Historic house in Georgia, United States

St. Elmo is a historic residence located around 0.5 mi northeast of Columbus, Georgia. It is listed on the National Register of Historic Places.

==Overview==
Colonel Seaborn Jones drew all the plans for his home and called it El Dorado, land of beauty. The house was begun in 1828 and completed in 1833. The materials used to build this house, with the exception of the marble and the mahogany, were taken from the property itself. A small lake now fills the place where the clay was removed. To this El Dorado, Colonel Seaborn Jones brought his wife and children, a daughter and a son, in 1833. In 1833, Henry L. Benning, an aspiring young lawyer, wrote a friend: "Above all things (I advise if you desire ease and happiness) marry. Marry a lady of accomplishment, i.e. worth $100,000. It will be better than quibbling. I am anxious to experiment at least." In 1839, Benning, for whom Fort Benning was once named, married Colonel Seaborn Jones's daughter.

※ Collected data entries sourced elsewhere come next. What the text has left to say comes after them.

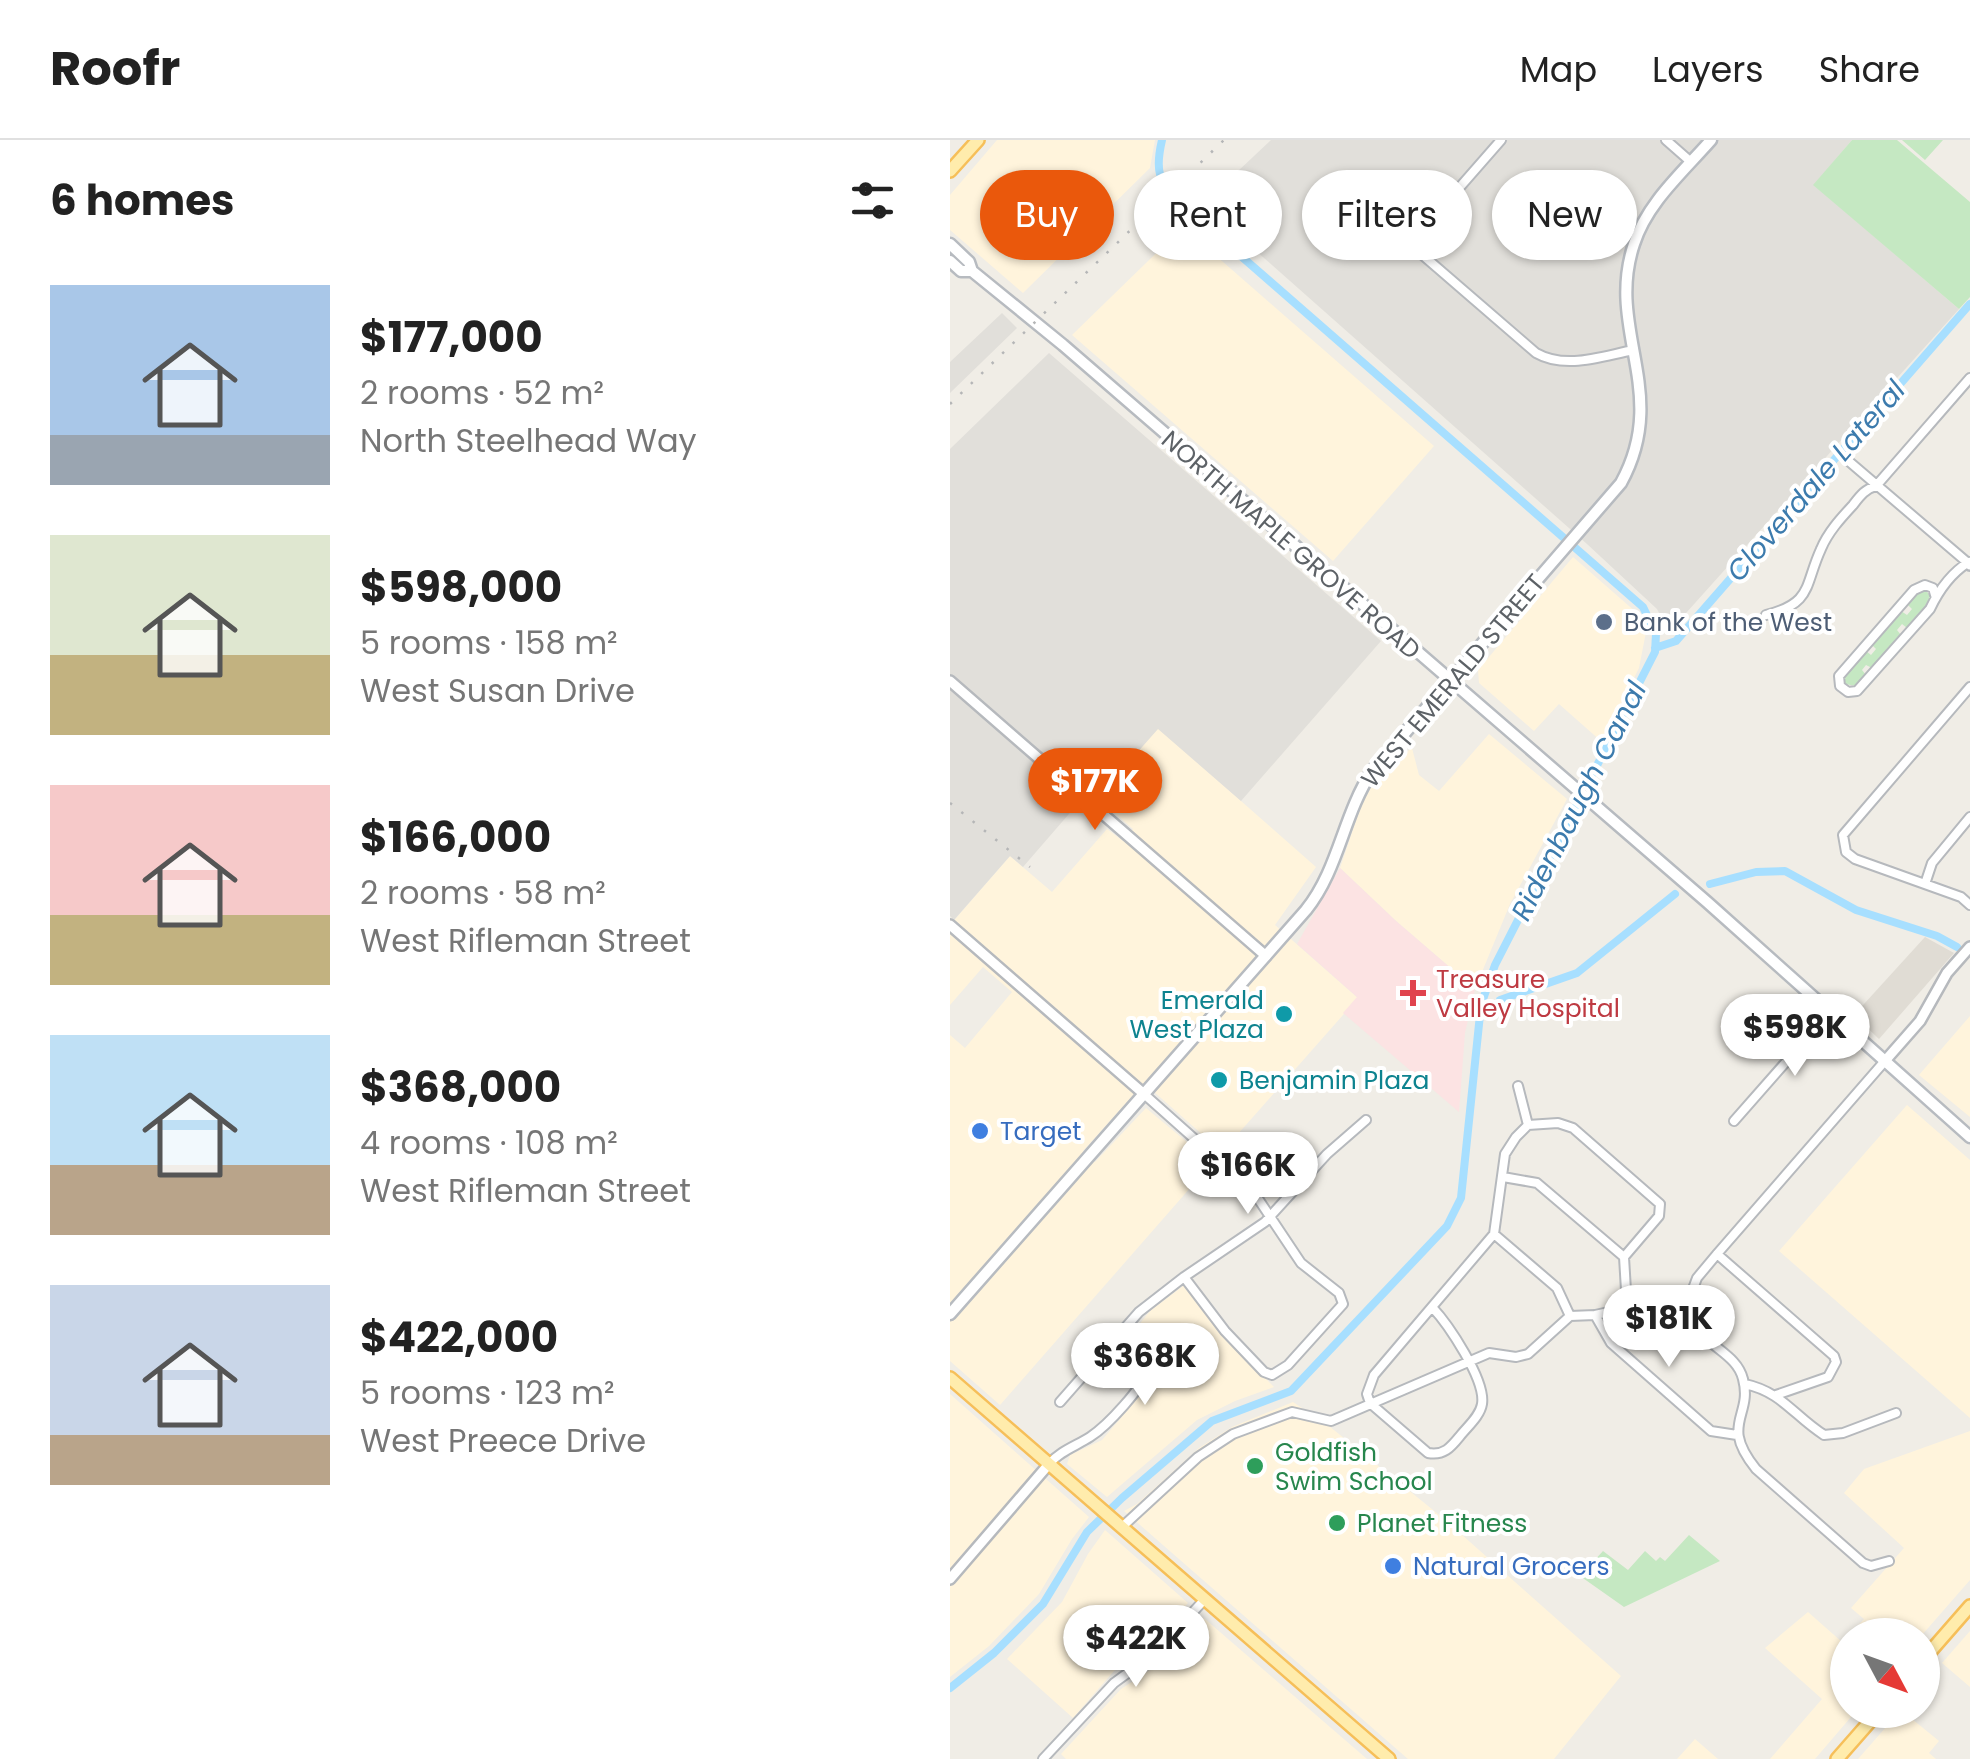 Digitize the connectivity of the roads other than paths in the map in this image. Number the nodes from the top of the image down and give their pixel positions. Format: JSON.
{"nodes":[{"id":1,"x":978,"y":140,"type":"edge"},
{"id":2,"x":1501,"y":140,"type":"edge"},
{"id":3,"x":1666,"y":140,"type":"edge"},
{"id":4,"x":1710,"y":140,"type":"edge"},
{"id":5,"x":1692,"y":162,"type":"junction"},
{"id":6,"x":950,"y":171,"type":"edge"},
{"id":7,"x":1472,"y":173,"type":"edge"},
{"id":8,"x":950,"y":244,"type":"edge"},
{"id":9,"x":1428,"y":260,"type":"edge"},
{"id":10,"x":950,"y":261,"type":"edge"},
{"id":11,"x":972,"y":271,"type":"junction"},
{"id":12,"x":1634,"y":350,"type":"junction"},
{"id":13,"x":1970,"y":378,"type":"edge"},
{"id":14,"x":1845,"y":458,"type":"dead end"},
{"id":15,"x":1876,"y":486,"type":"junction"},
{"id":16,"x":1969,"y":562,"type":"edge"},
{"id":17,"x":1935,"y":595,"type":"junction"},
{"id":18,"x":1766,"y":615,"type":"dead end"},
{"id":19,"x":950,"y":681,"type":"edge"},
{"id":20,"x":1448,"y":682,"type":"junction"},
{"id":21,"x":1970,"y":687,"type":"edge"},
{"id":22,"x":1970,"y":817,"type":"edge"},
{"id":23,"x":1925,"y":884,"type":"junction"},
{"id":24,"x":1970,"y":905,"type":"edge"},
{"id":25,"x":950,"y":925,"type":"edge"},
{"id":26,"x":1970,"y":947,"type":"edge"},
{"id":27,"x":1266,"y":956,"type":"junction"},
{"id":28,"x":1829,"y":1013,"type":"junction"},
{"id":29,"x":1884,"y":1062,"type":"junction"},
{"id":30,"x":1518,"y":1086,"type":"dead end"},
{"id":31,"x":1144,"y":1094,"type":"junction"},
{"id":32,"x":1366,"y":1120,"type":"dead end"},
{"id":33,"x":1734,"y":1121,"type":"dead end"},
{"id":34,"x":1528,"y":1125,"type":"junction"},
{"id":35,"x":1970,"y":1138,"type":"edge"},
{"id":36,"x":1503,"y":1177,"type":"junction"},
{"id":37,"x":1271,"y":1216,"type":"junction"},
{"id":38,"x":1494,"y":1234,"type":"junction"},
{"id":39,"x":1716,"y":1254,"type":"junction"},
{"id":40,"x":1624,"y":1257,"type":"junction"},
{"id":41,"x":1184,"y":1277,"type":"junction"},
{"id":42,"x":1691,"y":1294,"type":"junction"},
{"id":43,"x":1432,"y":1307,"type":"junction"},
{"id":44,"x":1628,"y":1307,"type":"junction"},
{"id":45,"x":950,"y":1314,"type":"edge"},
{"id":46,"x":1595,"y":1315,"type":"junction"},
{"id":47,"x":1570,"y":1316,"type":"junction"},
{"id":48,"x":1118,"y":1336,"type":"junction"},
{"id":49,"x":1468,"y":1360,"type":"junction"},
{"id":50,"x":950,"y":1378,"type":"edge"},
{"id":51,"x":1745,"y":1384,"type":"junction"},
{"id":52,"x":1776,"y":1395,"type":"junction"},
{"id":53,"x":1060,"y":1402,"type":"dead end"},
{"id":54,"x":1370,"y":1402,"type":"junction"},
{"id":55,"x":1896,"y":1414,"type":"dead end"},
{"id":56,"x":1737,"y":1435,"type":"junction"},
{"id":57,"x":1049,"y":1464,"type":"junction"},
{"id":58,"x":1122,"y":1527,"type":"junction"},
{"id":59,"x":1889,"y":1561,"type":"dead end"},
{"id":60,"x":950,"y":1578,"type":"edge"},
{"id":61,"x":1204,"y":1599,"type":"junction"},
{"id":62,"x":1970,"y":1606,"type":"edge"},
{"id":63,"x":1940,"y":1640,"type":"edge"},
{"id":64,"x":1864,"y":1728,"type":"edge"},
{"id":65,"x":1043,"y":1759,"type":"edge"},
{"id":66,"x":1389,"y":1759,"type":"edge"},
{"id":67,"x":1837,"y":1759,"type":"edge"}],
"edges":[{"from":1,"to":6,"type":"main road"},
{"from":2,"to":7,"type":"street"},
{"from":3,"to":5,"type":"street"},
{"from":4,"to":5,"type":"main road","name":"WEST EMERALD STREET"},
{"from":5,"to":12,"type":"main road","name":"WEST EMERALD STREET"},
{"from":8,"to":11,"type":"main road","name":"NORTH MAPLE GROVE ROAD"},
{"from":9,"to":12,"type":"street"},
{"from":10,"to":11,"type":"main road","name":"NORTH MAPLE GROVE ROAD"},
{"from":11,"to":20,"type":"main road","name":"NORTH MAPLE GROVE ROAD"},
{"from":12,"to":20,"type":"main road","name":"WEST EMERALD STREET"},
{"from":13,"to":15,"type":"street"},
{"from":14,"to":15,"type":"street"},
{"from":15,"to":16,"type":"street"},
{"from":15,"to":18,"type":"street"},
{"from":16,"to":17,"type":"street"},
{"from":17,"to":17,"type":"street"},
{"from":19,"to":27,"type":"street"},
{"from":20,"to":27,"type":"main road","name":"WEST EMERALD STREET"},
{"from":20,"to":28,"type":"main road","name":"NORTH MAPLE GROVE ROAD"},
{"from":21,"to":23,"type":"street"},
{"from":22,"to":23,"type":"street"},
{"from":23,"to":24,"type":"street"},
{"from":25,"to":31,"type":"street"},
{"from":26,"to":29,"type":"street"},
{"from":27,"to":31,"type":"main road","name":"WEST EMERALD STREET"},
{"from":28,"to":29,"type":"main road","name":"NORTH MAPLE GROVE ROAD"},
{"from":28,"to":33,"type":"street"},
{"from":29,"to":35,"type":"main road","name":"NORTH MAPLE GROVE ROAD"},
{"from":29,"to":39,"type":"street"},
{"from":30,"to":34,"type":"street"},
{"from":31,"to":37,"type":"street"},
{"from":31,"to":45,"type":"main road","name":"WEST EMERALD STREET"},
{"from":32,"to":37,"type":"street"},
{"from":34,"to":36,"type":"street"},
{"from":34,"to":40,"type":"street"},
{"from":36,"to":38,"type":"street"},
{"from":36,"to":40,"type":"street"},
{"from":37,"to":41,"type":"street"},
{"from":37,"to":41,"type":"street"},
{"from":38,"to":43,"type":"street"},
{"from":38,"to":47,"type":"street"},
{"from":39,"to":42,"type":"street"},
{"from":39,"to":52,"type":"street"},
{"from":40,"to":44,"type":"street"},
{"from":41,"to":48,"type":"street"},
{"from":42,"to":44,"type":"street"},
{"from":42,"to":51,"type":"street"},
{"from":43,"to":49,"type":"street"},
{"from":43,"to":54,"type":"street"},
{"from":44,"to":46,"type":"street"},
{"from":46,"to":47,"type":"street"},
{"from":46,"to":56,"type":"street"},
{"from":47,"to":49,"type":"street"},
{"from":48,"to":53,"type":"street"},
{"from":48,"to":57,"type":"street"},
{"from":49,"to":54,"type":"street"},
{"from":49,"to":54,"type":"street"},
{"from":50,"to":57,"type":"main road"},
{"from":51,"to":52,"type":"street"},
{"from":51,"to":56,"type":"street"},
{"from":52,"to":55,"type":"street"},
{"from":54,"to":58,"type":"street"},
{"from":56,"to":59,"type":"street"},
{"from":57,"to":58,"type":"main road"},
{"from":57,"to":60,"type":"street"},
{"from":58,"to":61,"type":"main road"},
{"from":61,"to":65,"type":"street"},
{"from":61,"to":66,"type":"main road"},
{"from":62,"to":63,"type":"main road"},
{"from":64,"to":67,"type":"main road"}]}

Around 1913, Lucian Lamar Knight described the home as being "in a grove of splendid oaks and elms, while the adjacent grounds contain extensive vineyards, a lake spanned by artistic bridges, a swimming pool, a tennis court, and numerous other outdoor attractions."

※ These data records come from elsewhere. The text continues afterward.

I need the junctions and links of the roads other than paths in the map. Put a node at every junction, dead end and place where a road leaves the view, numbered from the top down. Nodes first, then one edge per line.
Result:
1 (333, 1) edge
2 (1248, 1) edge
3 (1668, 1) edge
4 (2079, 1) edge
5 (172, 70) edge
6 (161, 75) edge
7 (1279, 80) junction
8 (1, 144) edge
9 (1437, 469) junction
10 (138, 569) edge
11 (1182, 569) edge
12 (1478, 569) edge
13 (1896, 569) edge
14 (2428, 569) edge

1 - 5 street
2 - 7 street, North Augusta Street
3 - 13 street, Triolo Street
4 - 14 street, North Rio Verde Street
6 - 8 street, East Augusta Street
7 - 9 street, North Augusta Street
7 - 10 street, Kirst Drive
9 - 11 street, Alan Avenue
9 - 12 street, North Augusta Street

Many historic personages were entertained at El Dorado among them were President Millard Fillmore, President James K. Polk, Henry Clay, General Winfield Scott, and Edwin Booth. Also, here Mrs. Jones's niece, Augusta Jane Evans Wilson, finished her celebrated novel, St. Elmo. In 1878, the home was purchased by Captain and Mrs. James J. Slade who changed its name to St. Elmo in honor of the novel which it had inspired.

==Fire==
At approximately 2:00 p.m. on October 5, 2011, a fire broke out in the basement wine cellar of St. Elmo. Apparently started by a single candle, the fire did extensive damage to the structure, but was repaired.